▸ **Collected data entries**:
========================

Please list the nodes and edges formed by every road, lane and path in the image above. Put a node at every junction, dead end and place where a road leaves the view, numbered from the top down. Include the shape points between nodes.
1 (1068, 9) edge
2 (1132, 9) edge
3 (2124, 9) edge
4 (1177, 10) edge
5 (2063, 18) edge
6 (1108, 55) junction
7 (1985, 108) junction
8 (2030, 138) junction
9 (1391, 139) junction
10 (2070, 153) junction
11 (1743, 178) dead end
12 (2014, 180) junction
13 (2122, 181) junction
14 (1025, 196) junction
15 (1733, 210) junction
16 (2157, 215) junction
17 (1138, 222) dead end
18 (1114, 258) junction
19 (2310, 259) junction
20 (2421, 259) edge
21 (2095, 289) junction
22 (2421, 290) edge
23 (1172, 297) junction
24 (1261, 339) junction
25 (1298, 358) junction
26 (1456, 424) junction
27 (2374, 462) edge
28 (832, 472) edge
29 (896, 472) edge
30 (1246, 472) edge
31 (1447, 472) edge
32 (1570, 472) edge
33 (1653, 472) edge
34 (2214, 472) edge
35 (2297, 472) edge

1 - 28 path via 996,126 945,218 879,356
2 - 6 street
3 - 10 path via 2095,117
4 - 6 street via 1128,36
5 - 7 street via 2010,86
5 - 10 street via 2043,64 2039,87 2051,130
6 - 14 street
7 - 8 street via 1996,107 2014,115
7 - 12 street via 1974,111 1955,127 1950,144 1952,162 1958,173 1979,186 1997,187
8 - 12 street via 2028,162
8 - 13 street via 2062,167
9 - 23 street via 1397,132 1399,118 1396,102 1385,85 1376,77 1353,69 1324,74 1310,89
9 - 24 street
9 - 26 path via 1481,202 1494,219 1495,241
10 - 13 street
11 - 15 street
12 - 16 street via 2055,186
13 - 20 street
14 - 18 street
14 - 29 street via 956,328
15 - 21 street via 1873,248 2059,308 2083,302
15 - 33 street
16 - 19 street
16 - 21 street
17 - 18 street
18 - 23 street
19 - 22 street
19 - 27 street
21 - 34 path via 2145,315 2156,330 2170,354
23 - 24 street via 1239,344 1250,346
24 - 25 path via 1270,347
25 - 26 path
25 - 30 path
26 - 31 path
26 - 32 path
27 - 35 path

========================

▸ **REQUIREMENT**:
What you need to do is retype all the entries exactly as written.

▸ **RESPONSE TO THE EXERCISE**:
Please list the nodes and edges formed by every road, lane and path in the image above. Put a node at every junction, dead end and place where a road leaves the view, numbered from the top down. Include the shape points between nodes.
1 (1068, 9) edge
2 (1132, 9) edge
3 (2124, 9) edge
4 (1177, 10) edge
5 (2063, 18) edge
6 (1108, 55) junction
7 (1985, 108) junction
8 (2030, 138) junction
9 (1391, 139) junction
10 (2070, 153) junction
11 (1743, 178) dead end
12 (2014, 180) junction
13 (2122, 181) junction
14 (1025, 196) junction
15 (1733, 210) junction
16 (2157, 215) junction
17 (1138, 222) dead end
18 (1114, 258) junction
19 (2310, 259) junction
20 (2421, 259) edge
21 (2095, 289) junction
22 (2421, 290) edge
23 (1172, 297) junction
24 (1261, 339) junction
25 (1298, 358) junction
26 (1456, 424) junction
27 (2374, 462) edge
28 (832, 472) edge
29 (896, 472) edge
30 (1246, 472) edge
31 (1447, 472) edge
32 (1570, 472) edge
33 (1653, 472) edge
34 (2214, 472) edge
35 (2297, 472) edge

1 - 28 path via 996,126 945,218 879,356
2 - 6 street
3 - 10 path via 2095,117
4 - 6 street via 1128,36
5 - 7 street via 2010,86
5 - 10 street via 2043,64 2039,87 2051,130
6 - 14 street
7 - 8 street via 1996,107 2014,115
7 - 12 street via 1974,111 1955,127 1950,144 1952,162 1958,173 1979,186 1997,187
8 - 12 street via 2028,162
8 - 13 street via 2062,167
9 - 23 street via 1397,132 1399,118 1396,102 1385,85 1376,77 1353,69 1324,74 1310,89
9 - 24 street
9 - 26 path via 1481,202 1494,219 1495,241
10 - 13 street
11 - 15 street
12 - 16 street via 2055,186
13 - 20 street
14 - 18 street
14 - 29 street via 956,328
15 - 21 street via 1873,248 2059,308 2083,302
15 - 33 street
16 - 19 street
16 - 21 street
17 - 18 street
18 - 23 street
19 - 22 street
19 - 27 street
21 - 34 path via 2145,315 2156,330 2170,354
23 - 24 street via 1239,344 1250,346
24 - 25 path via 1270,347
25 - 26 path
25 - 30 path
26 - 31 path
26 - 32 path
27 - 35 path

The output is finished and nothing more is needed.